Nel 1919 presiedette la Società Geologica Italiana. La polemica con Federico Sacco, che tacciava di totale incompetenza, gli precluse l'ammissione all'Accademia d'Italia e all'Accademia dei Lincei. Nel 1939 ricevette dall'Accademia d'Italia il Premio Mussolini. Morì a Roma il 12 marzo 1940.[1]

Scritti

Elenco dei principali scritti di Domenico Zaccagna:[4]

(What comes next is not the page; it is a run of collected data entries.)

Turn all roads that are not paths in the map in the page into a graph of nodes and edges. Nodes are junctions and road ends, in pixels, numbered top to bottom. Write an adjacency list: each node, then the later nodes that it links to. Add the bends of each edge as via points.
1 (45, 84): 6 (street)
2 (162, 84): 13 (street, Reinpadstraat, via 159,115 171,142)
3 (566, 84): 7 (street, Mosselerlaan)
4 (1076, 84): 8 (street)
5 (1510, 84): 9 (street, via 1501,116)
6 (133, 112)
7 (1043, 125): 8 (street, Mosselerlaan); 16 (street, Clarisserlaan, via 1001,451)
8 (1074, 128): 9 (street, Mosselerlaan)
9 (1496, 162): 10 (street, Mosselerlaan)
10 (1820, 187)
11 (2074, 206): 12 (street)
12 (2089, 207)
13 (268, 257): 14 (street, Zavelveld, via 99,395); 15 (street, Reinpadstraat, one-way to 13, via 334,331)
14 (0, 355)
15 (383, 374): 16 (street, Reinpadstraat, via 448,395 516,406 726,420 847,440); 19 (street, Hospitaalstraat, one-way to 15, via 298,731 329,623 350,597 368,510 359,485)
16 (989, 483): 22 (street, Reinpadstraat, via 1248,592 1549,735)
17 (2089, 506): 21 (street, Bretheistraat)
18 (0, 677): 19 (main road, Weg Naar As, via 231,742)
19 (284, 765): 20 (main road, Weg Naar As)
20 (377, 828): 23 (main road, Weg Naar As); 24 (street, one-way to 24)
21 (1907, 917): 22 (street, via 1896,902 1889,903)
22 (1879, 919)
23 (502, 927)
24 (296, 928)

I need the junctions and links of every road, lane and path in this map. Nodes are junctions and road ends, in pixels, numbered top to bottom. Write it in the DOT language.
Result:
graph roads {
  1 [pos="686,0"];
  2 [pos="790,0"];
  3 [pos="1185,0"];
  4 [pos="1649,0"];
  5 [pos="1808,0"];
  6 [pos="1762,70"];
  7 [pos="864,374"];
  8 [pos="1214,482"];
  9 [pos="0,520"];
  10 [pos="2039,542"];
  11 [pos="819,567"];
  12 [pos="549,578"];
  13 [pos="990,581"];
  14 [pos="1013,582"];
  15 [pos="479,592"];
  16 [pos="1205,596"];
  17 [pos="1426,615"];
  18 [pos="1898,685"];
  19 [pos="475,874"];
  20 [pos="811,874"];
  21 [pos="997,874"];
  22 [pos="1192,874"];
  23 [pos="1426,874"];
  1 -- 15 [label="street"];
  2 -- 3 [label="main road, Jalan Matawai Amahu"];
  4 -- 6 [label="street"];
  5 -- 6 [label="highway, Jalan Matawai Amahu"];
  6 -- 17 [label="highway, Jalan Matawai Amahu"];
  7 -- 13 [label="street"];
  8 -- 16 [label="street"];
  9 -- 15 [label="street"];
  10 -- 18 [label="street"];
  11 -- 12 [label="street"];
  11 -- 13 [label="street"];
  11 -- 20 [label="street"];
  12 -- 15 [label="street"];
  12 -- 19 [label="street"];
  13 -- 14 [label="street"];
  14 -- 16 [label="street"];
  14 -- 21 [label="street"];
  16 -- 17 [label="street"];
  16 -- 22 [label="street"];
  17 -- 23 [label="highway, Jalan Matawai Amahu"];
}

  • Sulla costituzione geologica delle Alpi Marittime, Reale Accademia dei Lincei, VIII, serie 3ª, 1884.
  • Sulla geologia delle Alpi Occidentali, Bollettino del Regio Comitato Geologico d'Italia, Roma 1887.
  • Carta geologica delle Alpi Apuane alla scala di 1:50.000 in 4 fogli, Roma 1896.
  • Carta geologica generale delle Alpi Apuane al 25.000, Firenze 1900.
  • I giacimenti di antracite delle Alpi Occidentali italiane, Bollettino del Regio Comitato Geologico d'Italia, 1903.
  • Itinerari geologici sulla Tripolitania occidentale, XVIII, Memorie descrittive della carta geologica d'Italia, Roma 1919.
  • Sulle condizioni geoidrologiche della zona occidentale della Tripolitania, Memorie della carta geologica d'Italia, Roma 1932.
  • La carta geologica del Golfo de La Spezia, Accademia Lunigianese di Scienze "G. Cappellini", 1936.

Riconoscimenti

Note

  1. ^ a b c d ZACCAGNA, Domenico in "Dizionario Biografico", su treccani.it. URL consultato il 29 dicembre 2021.
  2. ^ a b c Società Geologica Italiana, Domenico Zaccagna (Carrara 3/9/1852 – Roma 11/3/1940), su socgeol.it. URL consultato il 29 dicembre 2021.
  3. ^ Marco Pantaloni, PELLATI, Stefano Nicola, in Dizionario Biografico degli Italiani, vol. 82, Istituto Treccani, 2015. URL consultato il 5 aprile 2023.
  4. ^ ZACCAGNA, Domenico in "Enciclopedia Italiana", su treccani.it. URL consultato il 29 dicembre 2021.